Vaccines are different from medicines and they have higher safety standards. At least I suppose so.

@Scott Allen As always, you forget possibility that that health workers could infect others.
Vaccine consists a part of coronavirus spike protein. It may cause similar issues that virus itself, so there is a longer test period than you may think.

@Scott: “Just look at the thalidomide case, where the issues didn’t show up for 6 months or so (until the baby was born).”

Actually before thalidomide was even thought to cause major birth defects it was know to cause nerve damage. And the company that made it covered it up, insisting it was the safest thing ever made. They also ran essentially no safety studies, unless you count giving a 20X dose to developmentally disabled children without their or their parents’ knowledge or consent (one child went blind, 2 died, but “it wasn’t the drug”).

So, no, these vaccines won’t be like thalidomide because they are actually being tested for safety in a very hostile environment.

(If anyone would like to learn more about thalidomide, and spend a lot of time shouting in rage, check out episode 59 of This Podcast Will Kill You. Be prepared to be utterly horrified.)

“Other companies and even the military don’t risk the people who are mission critical in the same airplane, FOB, sometimes in the same city and certainly not the same office.”

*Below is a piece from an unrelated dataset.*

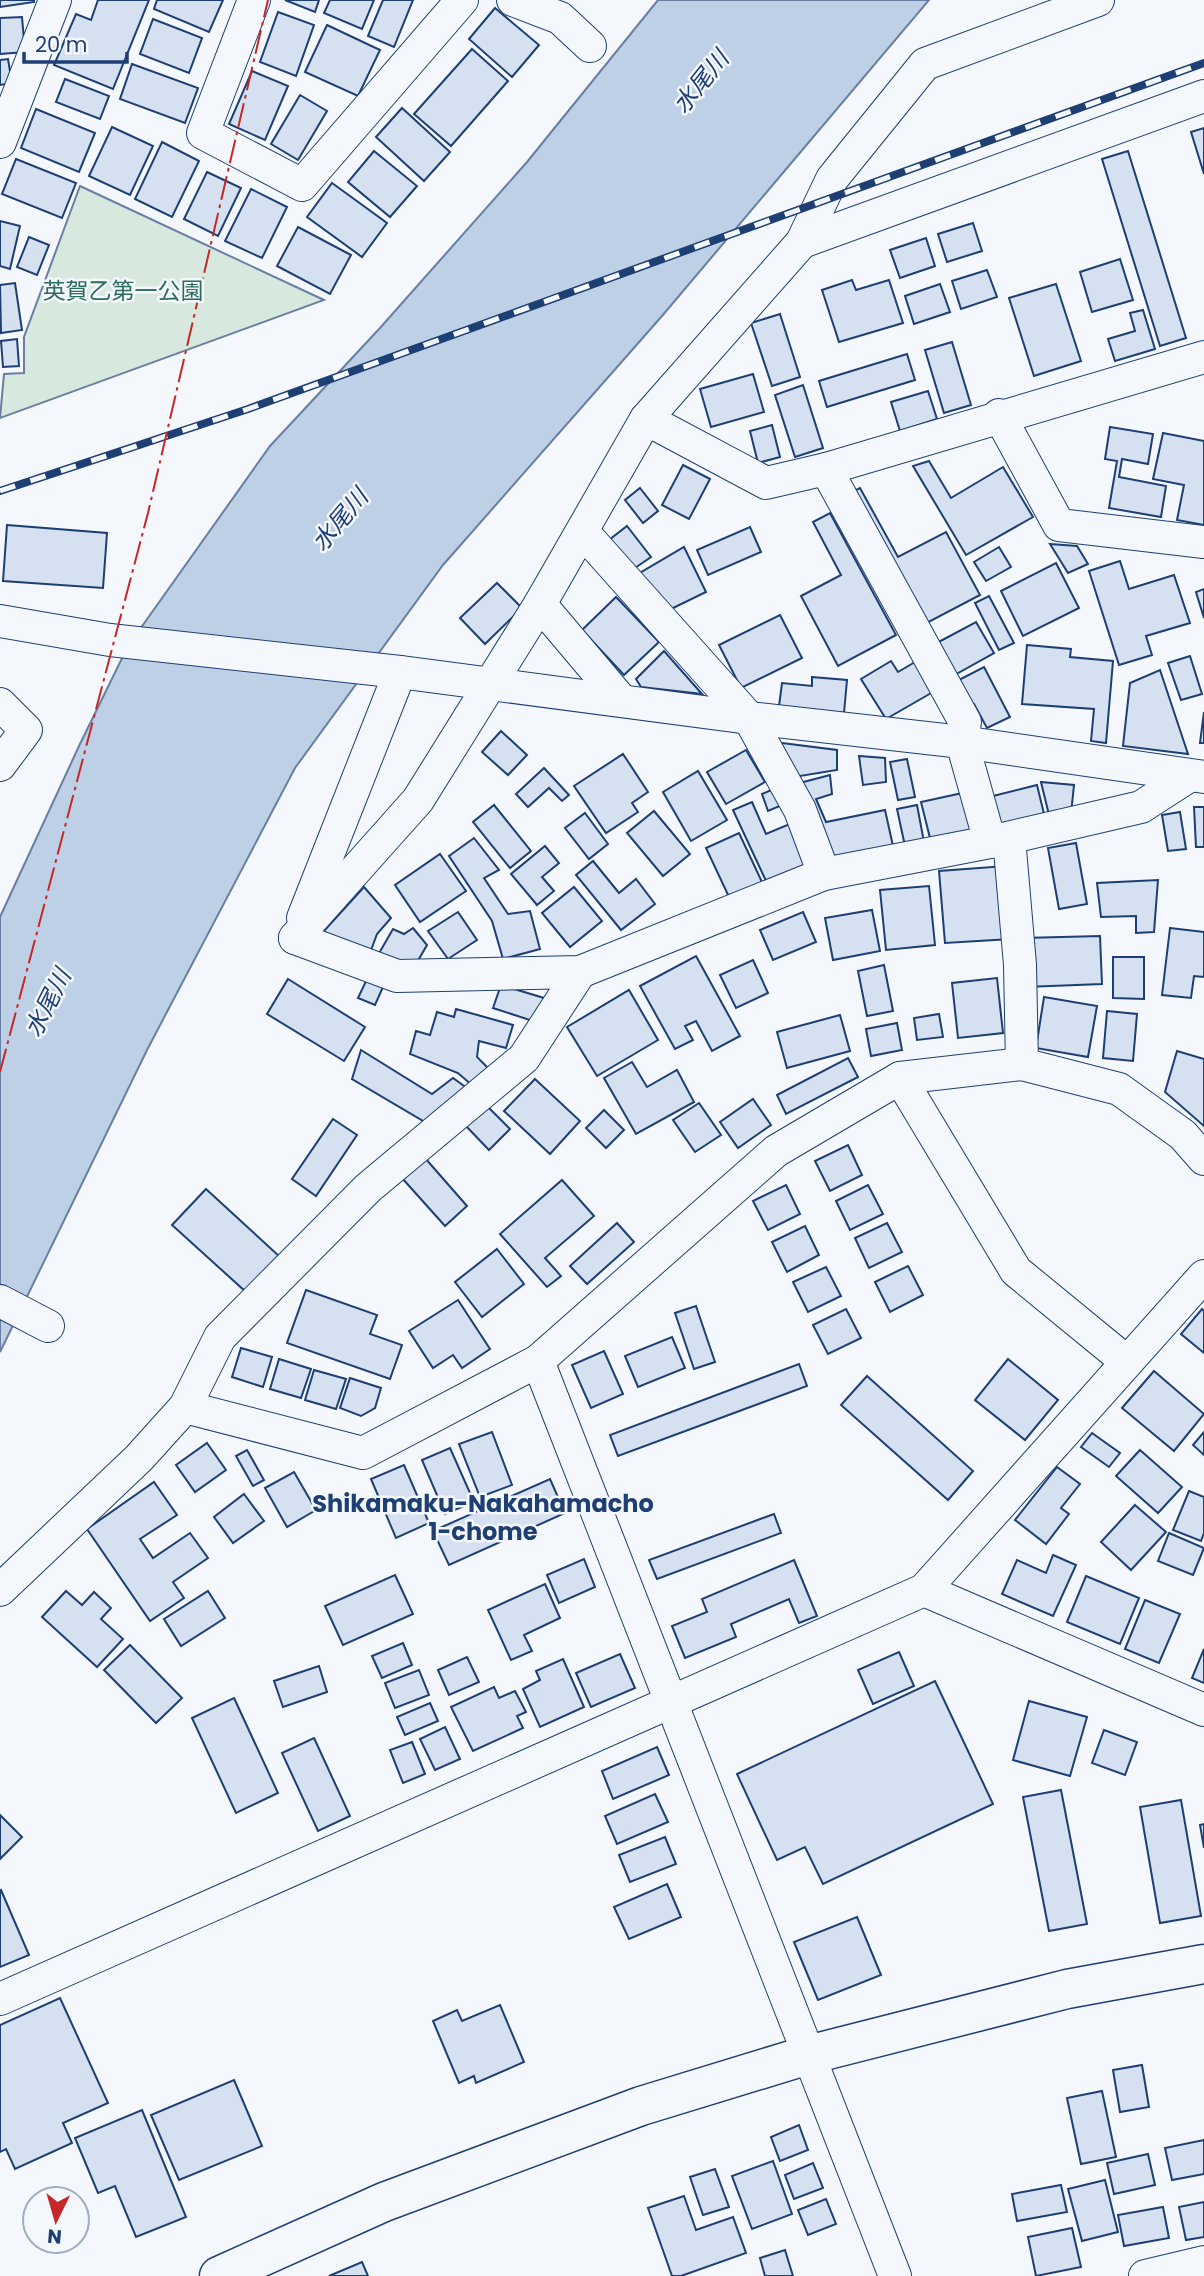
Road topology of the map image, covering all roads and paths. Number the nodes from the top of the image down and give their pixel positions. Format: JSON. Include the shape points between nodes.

All jibbing aside, Scott is correct about this.

Yes, I have a tendency to present facts inconvenient for antivaxers to acknowledge.

Scott: “The risk to health care workers from Covid is a concern, however the risk from death from Covid in those groups (age) is very low”

Scott has a touching image of physicians all resembling the cast of ER, but the reality is that there are a lot of older docs, including those working on the “front lines” of health care.

“Forty-three percent of all physicians are age 55 or older. Specialists are on average older than are primary care doctors. For example, 73% of pulmonologists and 60% of psychiatrists are age 65 or older, compared with 40% of internists and 38% of family practitioners”

Even the younger docs bear a risk not only of death, but also serious illness and lasting complications from Covid-19. Most (with the added spur of hospital regulations mandating vaccination) will gladly consent to COVID-19 vaccination, to protect themselves, their families, and their patients.

Baconator you really need to read what I wrote and not make assumptions.

I am in the clinical trials, I have had the vaccine (I believe, as I had a slight fever and aches after the first shot, but they haven’t informed my group as of yet). This was not my first clinical trial, that I have participated in.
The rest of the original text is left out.